I hadn't really experimented with ValidationRules in WPF before, but I ran into a couple of cases lately where they seem useful. In one case I have a custom converter which converts a simple grammar for hours and minutes into a TimeSpan. There are many inputs which are invalid, in those cases my converter simply throws an ArgumentException. In order to show the validation status in the UI, I tried to use ExceptionValidationRule like this:
<TextBox.Text> <Binding> <Binding.Converter> <local:MyConverter /> </Binding.Converter> <Binding.ValidationRules> <ExceptionValidationRule /> </Binding.ValidationRules> </Binding> </TextBox.Text>
Having read the following in the "Data Binding Overview" i assumed this would work.
If the binding has an ExceptionValidationRule associated with it and an exception is thrown during step 3 or 4, the binding engine checks to see if there is a UpdateSourceExceptionFilter. You have the option to use the UpdateSourceExceptionFilter callback to provide a custom handler for handling exceptions. If an UpdateSourceExceptionFilter is not specified on the Binding, the binding engine creates a ValidationError with the exception and adds it to the Validation.Errors collection of the bound element.
Step 3 involves calling the Converter (if one exists). While this would appear to indicate that an exception thrown by a converter would be caught if we apply an ExceptionValidationRule, what actually happens is described by the documentation for IValueConverter:
The data binding engine does not catch exceptions that are thrown by a user-supplied converter. Any exception that is thrown by the Convert method, or any uncaught exceptions that are thrown by methods that the Convert method calls, are treated as run-time errors. Handle anticipated problems by returning DependencyProperty.UnsetValue.
I have a GenericConverter abstract base class that I use to implement my converters, this gives me some type sanity at implementation time:
public abstract class GenericConverter<TIn, TOut, TParam> : IValueConverter
In light of the fact that converters should never throw exceptions I have reshaped Convert and ConvertBack into the Try pattern. GenericConverter's Convert implementation looks like this:
public object Convert(object value, Type targetType, object parameter, CultureInfo culture) { TOut result; if (TryConvert((TIn)value, out result, (TParam)parameter, culture)) return result; else return value; }
TryConvert would then be overridden by a converter which supports conversion in this direction.
public virtual bool TryConvert(TIn value, out TOut result, TParam parameter, CultureInfo culture)

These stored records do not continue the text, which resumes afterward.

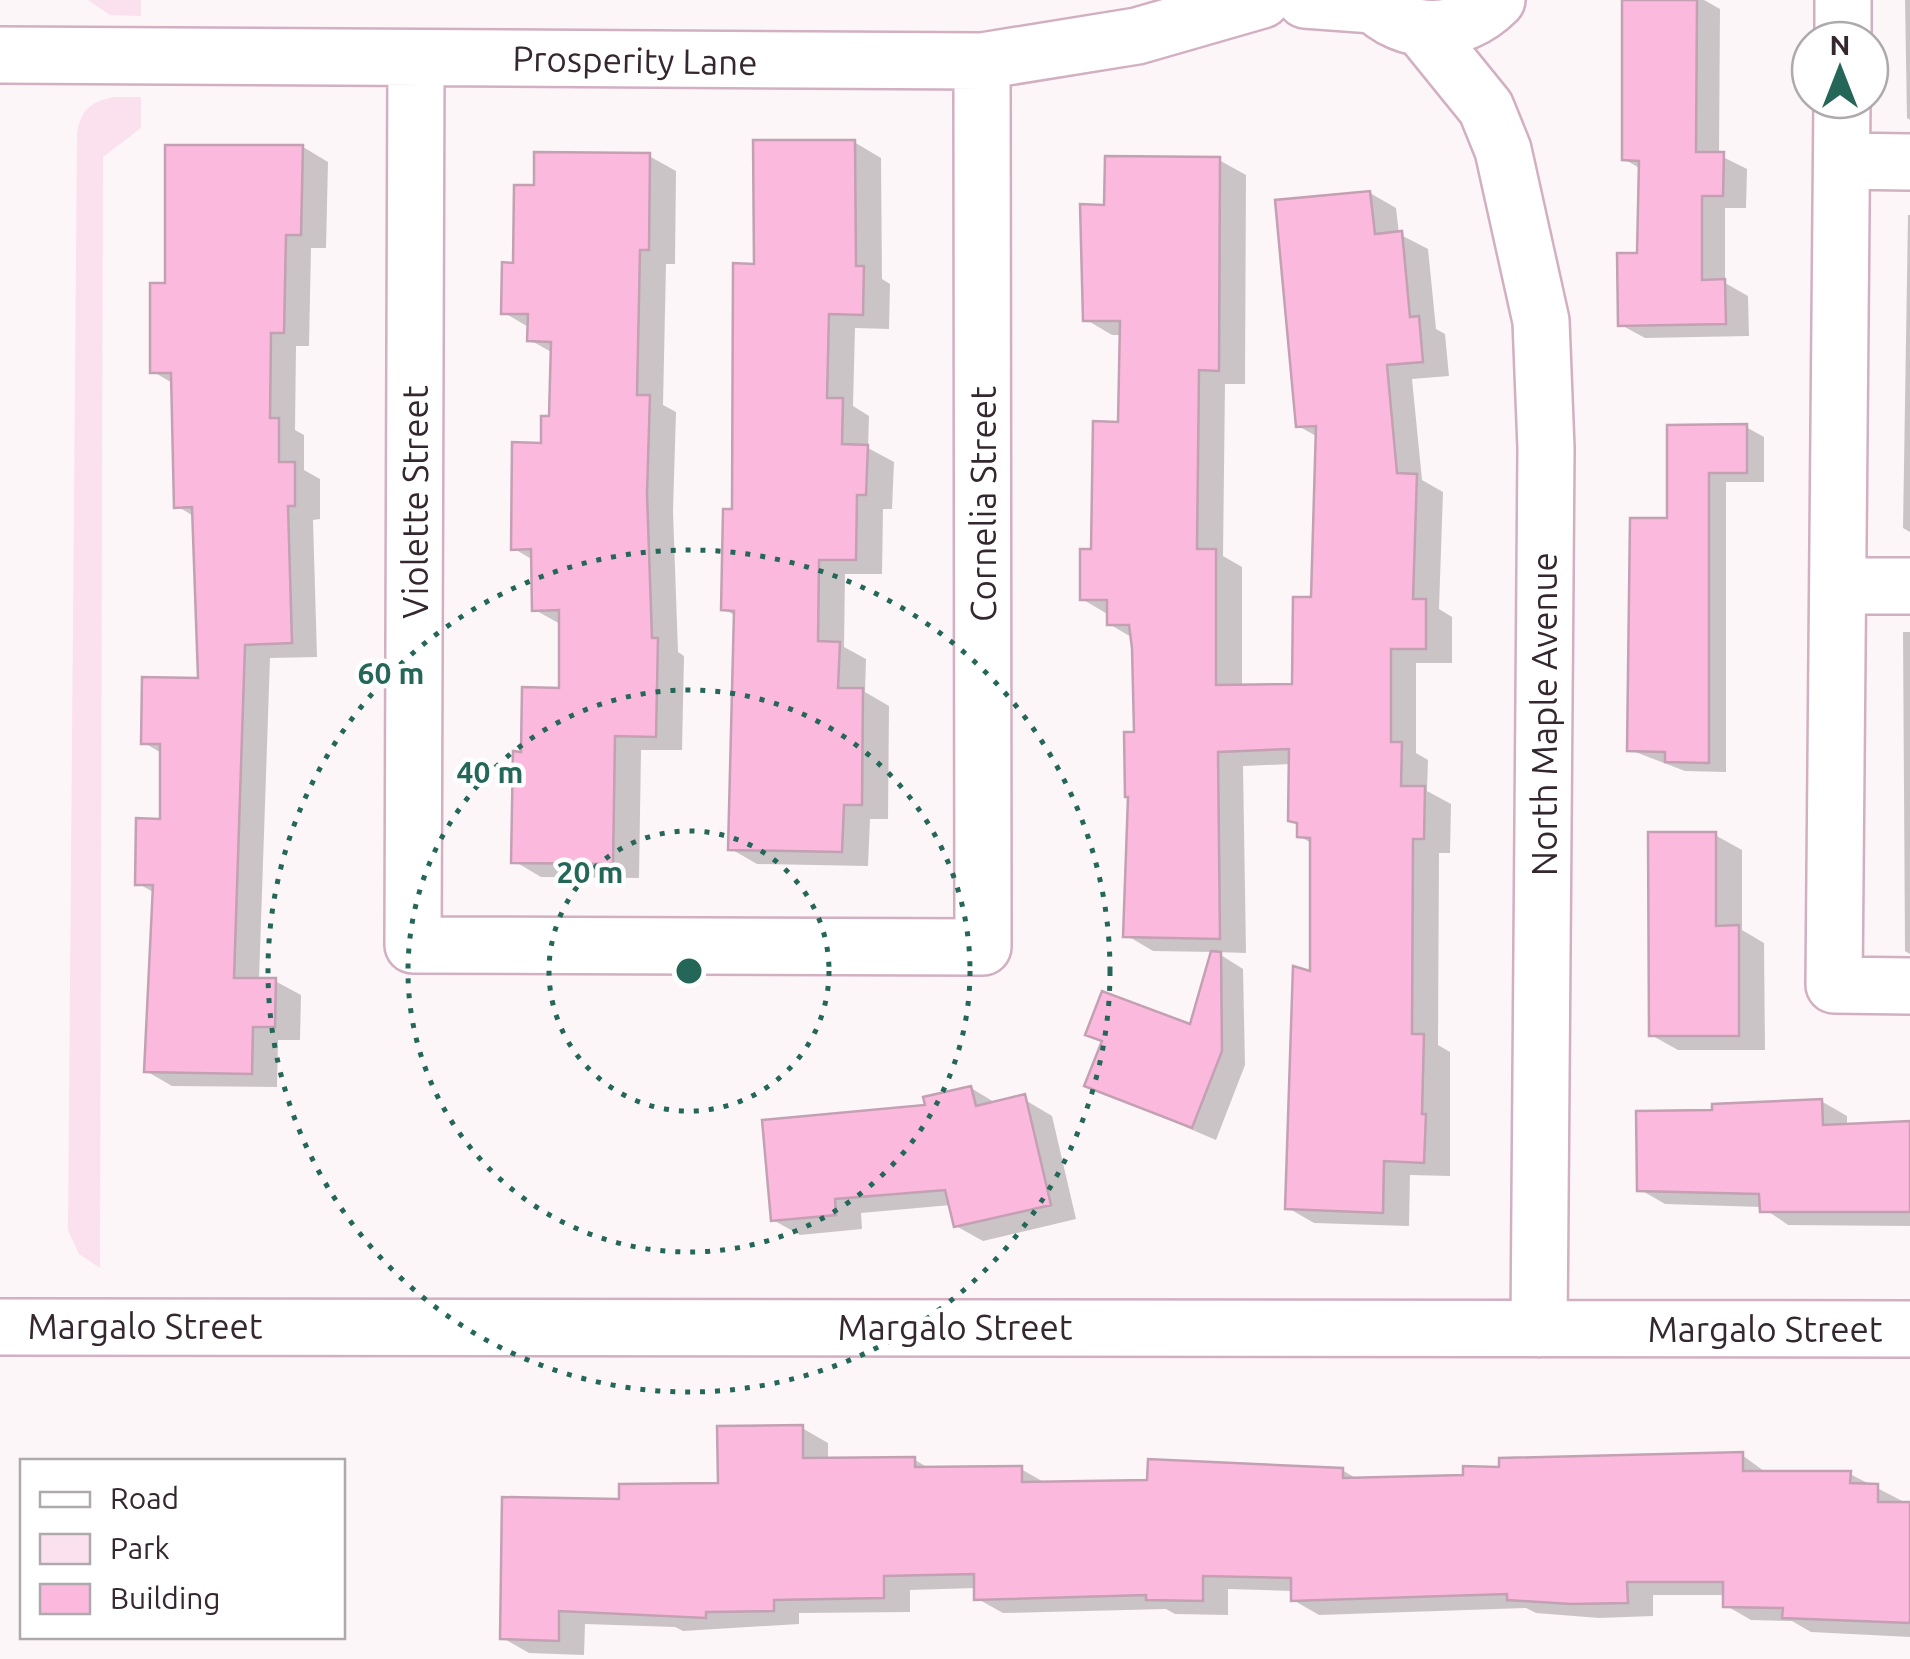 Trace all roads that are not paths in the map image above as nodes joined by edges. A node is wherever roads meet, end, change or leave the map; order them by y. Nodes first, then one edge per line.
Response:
1 (1262, 0) edge
2 (1305, 0) edge
3 (1496, 1) edge
4 (1371, 3) edge
5 (1422, 29) junction
6 (0, 55) edge
7 (416, 58) junction
8 (982, 60) junction
9 (1486, 108) junction
10 (1842, 120) edge
11 (1842, 161) junction
12 (1910, 162) edge
13 (1838, 586) junction
14 (1910, 586) edge
15 (984, 947) joint
16 (1910, 986) edge
17 (0, 1328) edge
18 (1539, 1328) junction
19 (1910, 1328) edge

1 - 8 street, Prosperity Lane
2 - 4 street
3 - 5 street, North Maple Avenue
3 - 9 street, North Maple Avenue
4 - 5 street, North Maple Avenue
5 - 9 street, North Maple Avenue
6 - 7 street, Prosperity Lane
7 - 8 street, Prosperity Lane
7 - 15 street, Violette Street
8 - 15 street, Cornelia Street
9 - 18 street, North Maple Avenue
10 - 11 street
11 - 12 street
11 - 13 street
13 - 14 street
13 - 16 street
17 - 18 street, Margalo Street
18 - 19 street, Margalo Street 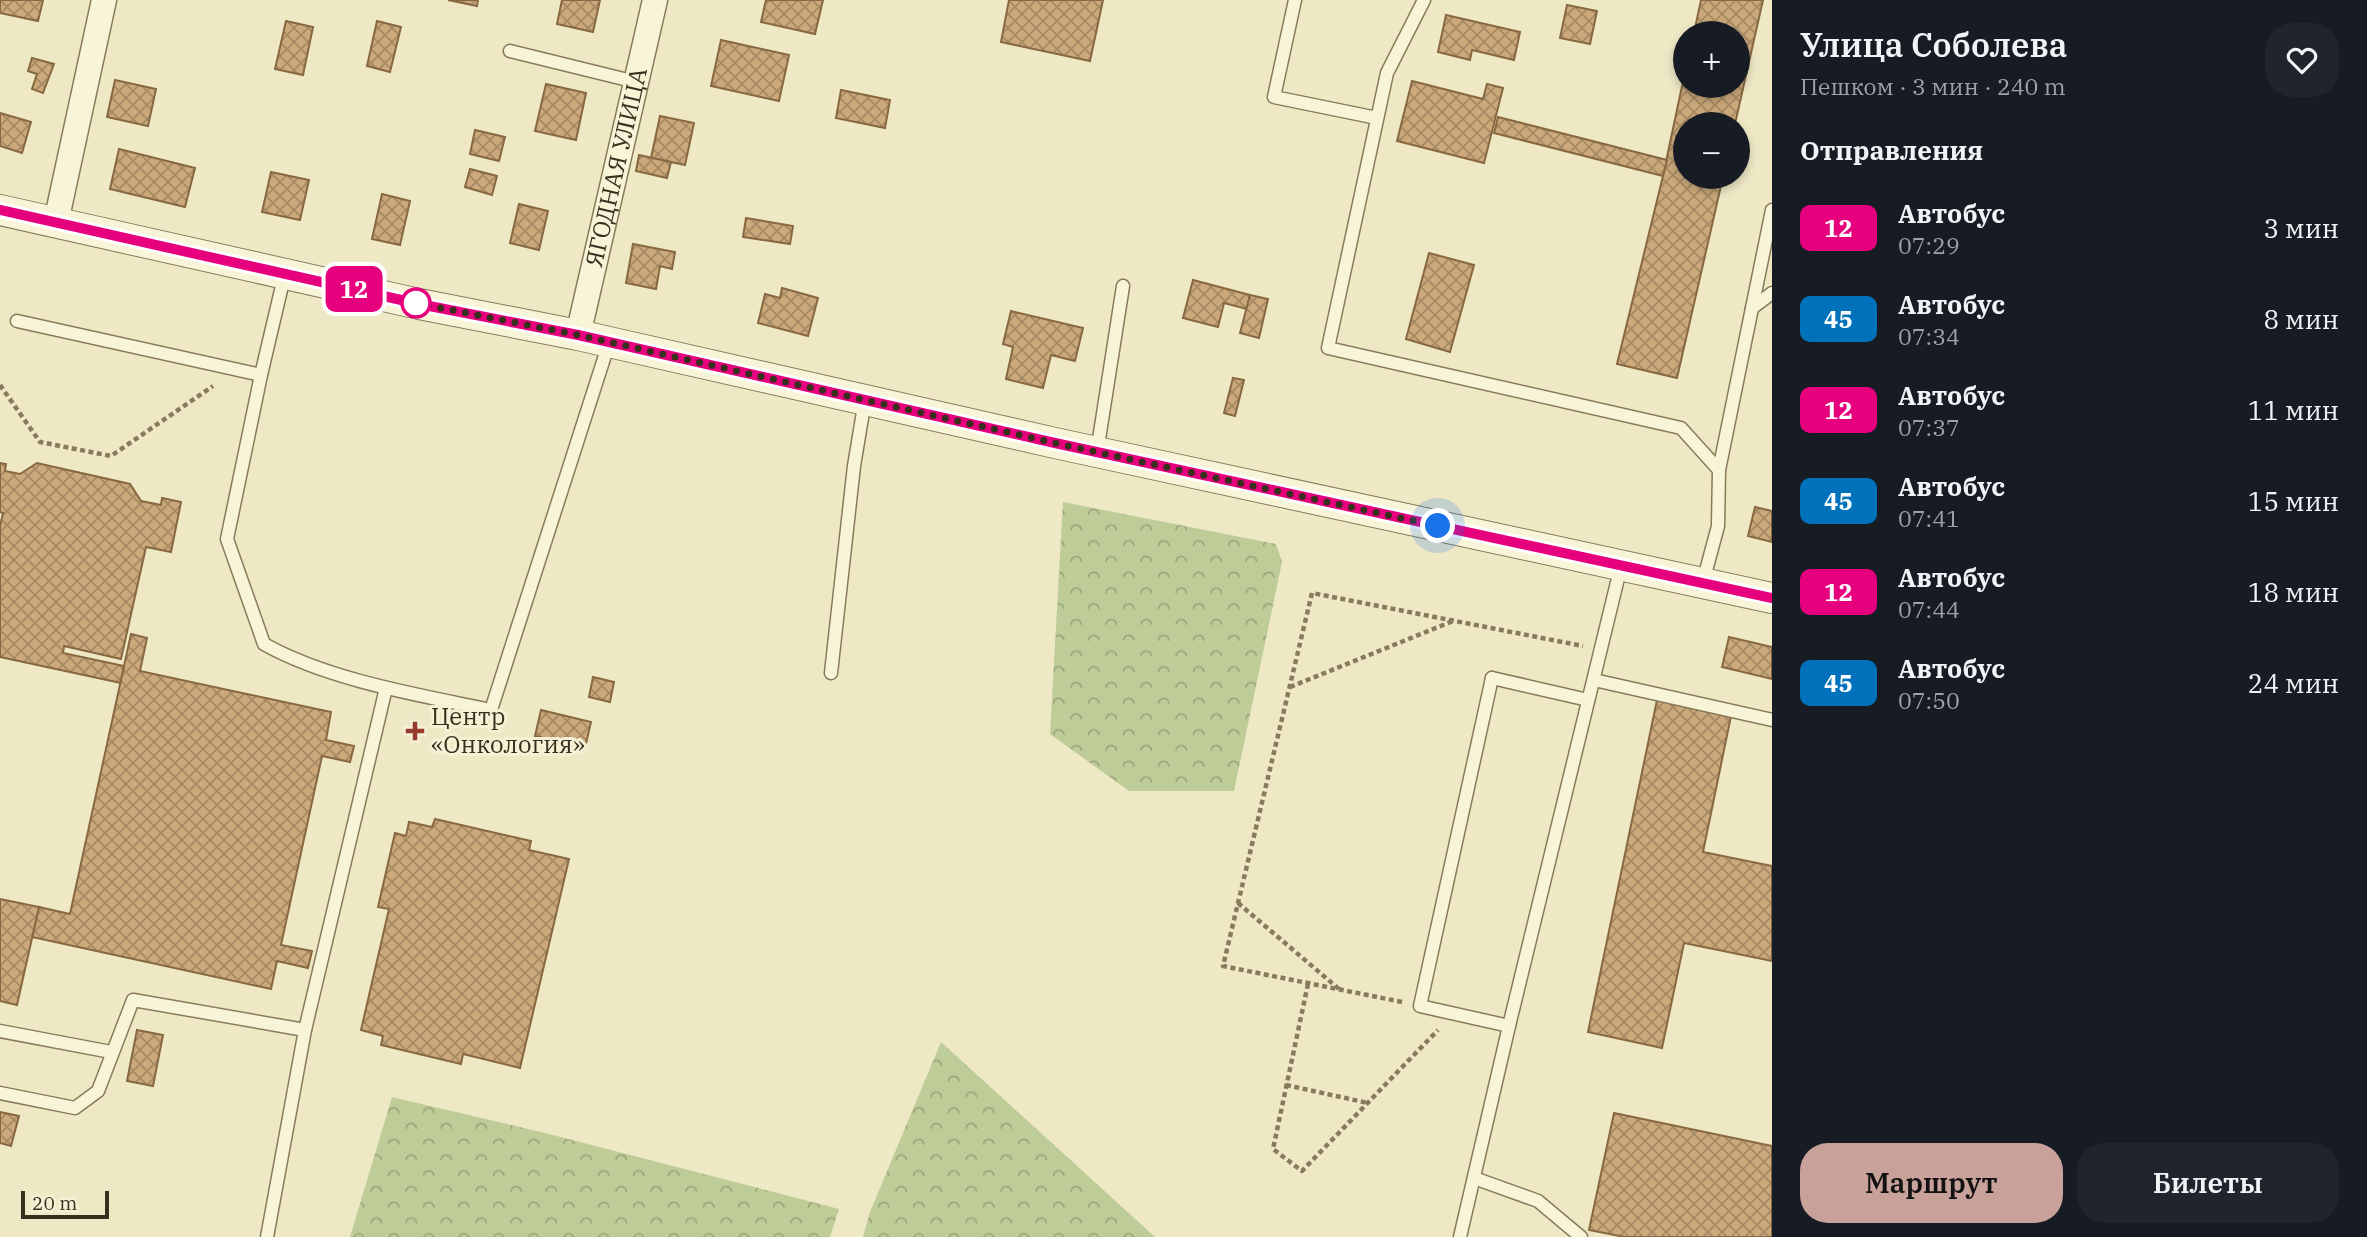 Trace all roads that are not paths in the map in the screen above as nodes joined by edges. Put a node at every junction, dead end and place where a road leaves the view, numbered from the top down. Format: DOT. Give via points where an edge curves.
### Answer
graph roads {
  1 [pos="104,0"];
  2 [pos="655,0"];
  3 [pos="1295,0"];
  4 [pos="1424,0"];
  5 [pos="510,51"];
  6 [pos="636,82"];
  7 [pos="1377,118"];
  8 [pos="0,210"];
  9 [pos="1772,210"];
  10 [pos="56,222"];
  11 [pos="286,273"];
  12 [pos="1123,286"];
  13 [pos="1772,293"];
  14 [pos="1752,308"];
  15 [pos="17,321"];
  16 [pos="578,335"];
  17 [pos="609,342"];
  18 [pos="261,375"];
  19 [pos="865,399"];
  20 [pos="1097,452"];
  21 [pos="1719,470"];
  22 [pos="1621,566"];
  23 [pos="1703,583"];
  24 [pos="1772,598"];
  25 [pos="831,673"];
  26 [pos="1594,680"];
  27 [pos="386,688"];
  28 [pos="1588,700"];
  29 [pos="1772,720"];
  30 [pos="1509,1026"];
  31 [pos="305,1030"];
  32 [pos="0,1031"];
  33 [pos="111,1052"];
  34 [pos="0,1093"];
  35 [pos="1474,1178"];
  36 [pos="267,1237"];
  37 [pos="1460,1237"];
  38 [pos="1581,1237"];
  1 -- 10 [label="street"];
  2 -- 6 [label="street, ЯГОДНАЯ УЛИЦА"];
  3 -- 7 [label="lane" via="1274,97"];
  4 -- 7 [label="lane" via="1387,73"];
  5 -- 6 [label="lane"];
  6 -- 16 [label="street, ЯГОДНАЯ УЛИЦА"];
  7 -- 21 [label="lane" via="1328,348 1681,428"];
  8 -- 10 [label="street"];
  9 -- 14 [label="lane"];
  10 -- 11 [label="street"];
  11 -- 16 [label="street"];
  11 -- 18 [label="lane"];
  12 -- 20 [label="lane"];
  13 -- 14 [label="lane"];
  14 -- 21 [label="lane"];
  15 -- 18 [label="lane"];
  16 -- 17 [label="street"];
  17 -- 19 [label="street"];
  17 -- 27 [label="lane" via="491,710"];
  18 -- 27 [label="lane" via="227,539 264,644 288,657"];
  19 -- 20 [label="street"];
  19 -- 25 [label="lane"];
  20 -- 22 [label="street"];
  21 -- 23 [label="lane" via="1718,526"];
  22 -- 23 [label="street"];
  22 -- 26 [label="lane"];
  23 -- 24 [label="street"];
  26 -- 28 [label="lane"];
  26 -- 29 [label="lane"];
  27 -- 31 [label="lane"];
  28 -- 30 [label="lane"];
  28 -- 30 [label="lane" via="1492,678 1420,1006"];
  30 -- 35 [label="lane"];
  31 -- 33 [label="lane" via="133,1000"];
  31 -- 36 [label="lane"];
  32 -- 33 [label="lane"];
  33 -- 34 [label="lane" via="98,1091 75,1108"];
  35 -- 37 [label="lane"];
  35 -- 38 [label="lane" via="1538,1201"];
}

The problem, as highlighted in yellow, is that I'm still unsure what to do when the conversion fails. In the implementation above, I return the original value. The IValueConverter documentation doesn't say to do this but it is done by the sample implementation. In some trivial cases including the sample given in the documentation, this is enough to alert the ExceptionValidationRule that the conversion has failed. The answer to why this only works in some cases is in the IValueConverter documentation:
The data binding engine does not catch exceptions that are thrown by a user-supplied converter
The translation is that exceptions thrown by built in conversions are caught. If a user-supplied converter returns an inappropriate type (something for which the source or target in question is not assignable from) the binding system will attempt to locate and use a built in conversion, if that fails, the ExceptionValidationRule will be applied. If there is no built-in conversion the result of our custom converter is thrown away and the default value is set. That is a problem, what if we don't want a default value?
Instead of returning the original value, the best I can think to do for now is what the documentation says: return DependencyProperty.UnsetValue. This will prevent an invalid value from being assigned to the source or target, but it will not raise any validation errors. The best validation solution I can come up with for now is to implement a custom ValidationRule and run the conversion twice.
This is easy to add to the GenericConverter, but running the conversion twice just feels wrong! I'd also love to know why ValidationRule is an abstract class rather than an interface.
public abstract class GenericConverter<TIn, TOut, TParam> : ValidationRule, IValueConverter { public override ValidationResult Validate(object value, CultureInfo cultureInfo) { return new ValidationResult( ConvertBack(value, typeof(TIn), null, cultureInfo) != DependencyProperty.UnsetValue, "[generic error message]"); } }
I would be perfectly happy if exceptions from user-supplied converters were treated in the same way as built in conversions, but for now it's yet another WPF design decision that I don't fully understand.